Problem description: Go through the listing below. Copy each line that has the string "roads".

Input:
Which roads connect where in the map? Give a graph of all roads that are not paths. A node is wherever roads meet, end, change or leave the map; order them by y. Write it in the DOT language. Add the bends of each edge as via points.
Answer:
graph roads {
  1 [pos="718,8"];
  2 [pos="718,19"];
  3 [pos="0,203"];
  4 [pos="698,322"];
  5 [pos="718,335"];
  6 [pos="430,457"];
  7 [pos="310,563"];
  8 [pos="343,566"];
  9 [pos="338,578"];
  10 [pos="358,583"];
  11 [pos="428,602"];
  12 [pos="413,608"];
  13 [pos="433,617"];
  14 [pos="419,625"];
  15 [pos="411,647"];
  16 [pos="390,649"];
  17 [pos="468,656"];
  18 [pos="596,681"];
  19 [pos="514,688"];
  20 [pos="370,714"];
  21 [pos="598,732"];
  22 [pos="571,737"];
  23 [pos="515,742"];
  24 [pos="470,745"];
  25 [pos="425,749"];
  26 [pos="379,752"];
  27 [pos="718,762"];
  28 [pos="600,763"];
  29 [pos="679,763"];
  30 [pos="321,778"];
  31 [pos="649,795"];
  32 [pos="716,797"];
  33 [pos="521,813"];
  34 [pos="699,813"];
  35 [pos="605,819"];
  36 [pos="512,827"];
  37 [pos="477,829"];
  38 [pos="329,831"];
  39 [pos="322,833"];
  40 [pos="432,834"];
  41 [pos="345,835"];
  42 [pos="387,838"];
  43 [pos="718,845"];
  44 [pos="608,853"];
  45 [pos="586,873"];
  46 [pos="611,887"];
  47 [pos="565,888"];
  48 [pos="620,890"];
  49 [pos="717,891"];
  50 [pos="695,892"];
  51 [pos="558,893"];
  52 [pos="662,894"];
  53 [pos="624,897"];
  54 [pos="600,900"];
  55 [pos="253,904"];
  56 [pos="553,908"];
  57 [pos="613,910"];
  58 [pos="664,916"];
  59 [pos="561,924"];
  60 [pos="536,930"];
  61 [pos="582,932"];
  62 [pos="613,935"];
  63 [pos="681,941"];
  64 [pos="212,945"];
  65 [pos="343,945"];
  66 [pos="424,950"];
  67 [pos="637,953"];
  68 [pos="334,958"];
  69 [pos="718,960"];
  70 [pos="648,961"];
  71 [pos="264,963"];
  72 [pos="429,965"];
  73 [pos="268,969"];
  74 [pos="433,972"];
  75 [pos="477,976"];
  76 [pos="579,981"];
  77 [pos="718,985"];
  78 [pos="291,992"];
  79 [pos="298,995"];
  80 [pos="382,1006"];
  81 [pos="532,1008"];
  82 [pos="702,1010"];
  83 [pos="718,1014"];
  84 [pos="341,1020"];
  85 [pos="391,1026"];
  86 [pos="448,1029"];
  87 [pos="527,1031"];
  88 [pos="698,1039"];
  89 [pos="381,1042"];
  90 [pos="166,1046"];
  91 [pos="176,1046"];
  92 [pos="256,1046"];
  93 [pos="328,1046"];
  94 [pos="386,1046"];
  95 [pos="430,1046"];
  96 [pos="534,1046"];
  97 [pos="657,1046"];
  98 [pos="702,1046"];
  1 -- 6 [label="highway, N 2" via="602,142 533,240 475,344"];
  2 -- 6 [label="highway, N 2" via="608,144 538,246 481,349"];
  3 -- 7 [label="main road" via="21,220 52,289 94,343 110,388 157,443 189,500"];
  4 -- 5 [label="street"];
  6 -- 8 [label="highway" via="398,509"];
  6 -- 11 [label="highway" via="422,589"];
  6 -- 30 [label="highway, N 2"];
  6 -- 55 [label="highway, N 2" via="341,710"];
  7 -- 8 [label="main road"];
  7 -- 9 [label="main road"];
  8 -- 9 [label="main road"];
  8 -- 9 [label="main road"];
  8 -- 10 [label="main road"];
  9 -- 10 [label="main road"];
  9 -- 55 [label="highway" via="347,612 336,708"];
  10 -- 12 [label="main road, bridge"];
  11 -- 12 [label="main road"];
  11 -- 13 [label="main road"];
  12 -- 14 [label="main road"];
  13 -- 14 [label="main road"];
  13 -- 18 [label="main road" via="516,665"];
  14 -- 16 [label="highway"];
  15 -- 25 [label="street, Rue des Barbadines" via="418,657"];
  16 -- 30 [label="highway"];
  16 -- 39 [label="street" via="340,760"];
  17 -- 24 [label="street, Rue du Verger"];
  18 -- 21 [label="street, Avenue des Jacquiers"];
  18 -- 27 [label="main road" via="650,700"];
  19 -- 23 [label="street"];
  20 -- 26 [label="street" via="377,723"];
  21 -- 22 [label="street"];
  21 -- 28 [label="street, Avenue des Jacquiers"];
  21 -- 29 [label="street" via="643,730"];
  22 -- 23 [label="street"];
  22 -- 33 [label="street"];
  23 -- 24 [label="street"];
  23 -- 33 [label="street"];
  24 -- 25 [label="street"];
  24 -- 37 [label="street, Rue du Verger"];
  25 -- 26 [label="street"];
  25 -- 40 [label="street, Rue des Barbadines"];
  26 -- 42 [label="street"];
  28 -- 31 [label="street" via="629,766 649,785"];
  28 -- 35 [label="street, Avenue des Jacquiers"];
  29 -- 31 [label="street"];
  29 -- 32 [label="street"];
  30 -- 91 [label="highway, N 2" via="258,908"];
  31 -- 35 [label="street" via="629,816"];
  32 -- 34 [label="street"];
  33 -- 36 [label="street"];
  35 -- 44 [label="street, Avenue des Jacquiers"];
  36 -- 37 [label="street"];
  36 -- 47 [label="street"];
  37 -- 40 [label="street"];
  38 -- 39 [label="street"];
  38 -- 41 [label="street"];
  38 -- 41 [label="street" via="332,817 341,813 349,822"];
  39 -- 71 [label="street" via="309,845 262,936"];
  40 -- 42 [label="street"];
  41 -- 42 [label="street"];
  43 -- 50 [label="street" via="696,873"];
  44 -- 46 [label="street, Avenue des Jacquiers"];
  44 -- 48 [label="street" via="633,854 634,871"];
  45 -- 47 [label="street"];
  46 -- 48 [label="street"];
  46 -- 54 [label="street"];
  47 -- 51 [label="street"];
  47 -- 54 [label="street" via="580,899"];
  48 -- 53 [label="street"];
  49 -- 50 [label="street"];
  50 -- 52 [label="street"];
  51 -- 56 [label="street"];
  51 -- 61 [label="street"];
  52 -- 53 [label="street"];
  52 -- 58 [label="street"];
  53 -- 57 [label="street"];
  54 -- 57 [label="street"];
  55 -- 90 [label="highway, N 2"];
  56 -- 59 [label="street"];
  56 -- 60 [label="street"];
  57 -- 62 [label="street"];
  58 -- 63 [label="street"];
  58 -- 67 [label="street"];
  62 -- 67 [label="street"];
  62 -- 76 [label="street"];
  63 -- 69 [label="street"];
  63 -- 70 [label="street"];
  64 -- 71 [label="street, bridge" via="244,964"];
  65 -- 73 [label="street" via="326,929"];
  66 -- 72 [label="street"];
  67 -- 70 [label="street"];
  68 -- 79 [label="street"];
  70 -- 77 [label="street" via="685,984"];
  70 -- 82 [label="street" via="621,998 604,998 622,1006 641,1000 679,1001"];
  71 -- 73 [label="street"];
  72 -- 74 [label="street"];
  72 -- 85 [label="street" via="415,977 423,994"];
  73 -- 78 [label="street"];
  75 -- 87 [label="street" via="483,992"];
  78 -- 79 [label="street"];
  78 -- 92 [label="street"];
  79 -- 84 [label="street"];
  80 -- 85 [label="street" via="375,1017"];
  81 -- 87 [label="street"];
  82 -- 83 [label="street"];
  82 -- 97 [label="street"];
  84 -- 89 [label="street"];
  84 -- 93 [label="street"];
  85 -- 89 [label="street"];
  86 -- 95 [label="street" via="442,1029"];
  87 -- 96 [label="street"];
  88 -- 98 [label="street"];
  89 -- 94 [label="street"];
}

Solution to this exercise:
Which roads connect where in the map? Give a graph of all roads that are not paths. A node is wherever roads meet, end, change or leave the map; order them by y. Write it in the DOT language. Add the bends of each edge as via points.
graph roads {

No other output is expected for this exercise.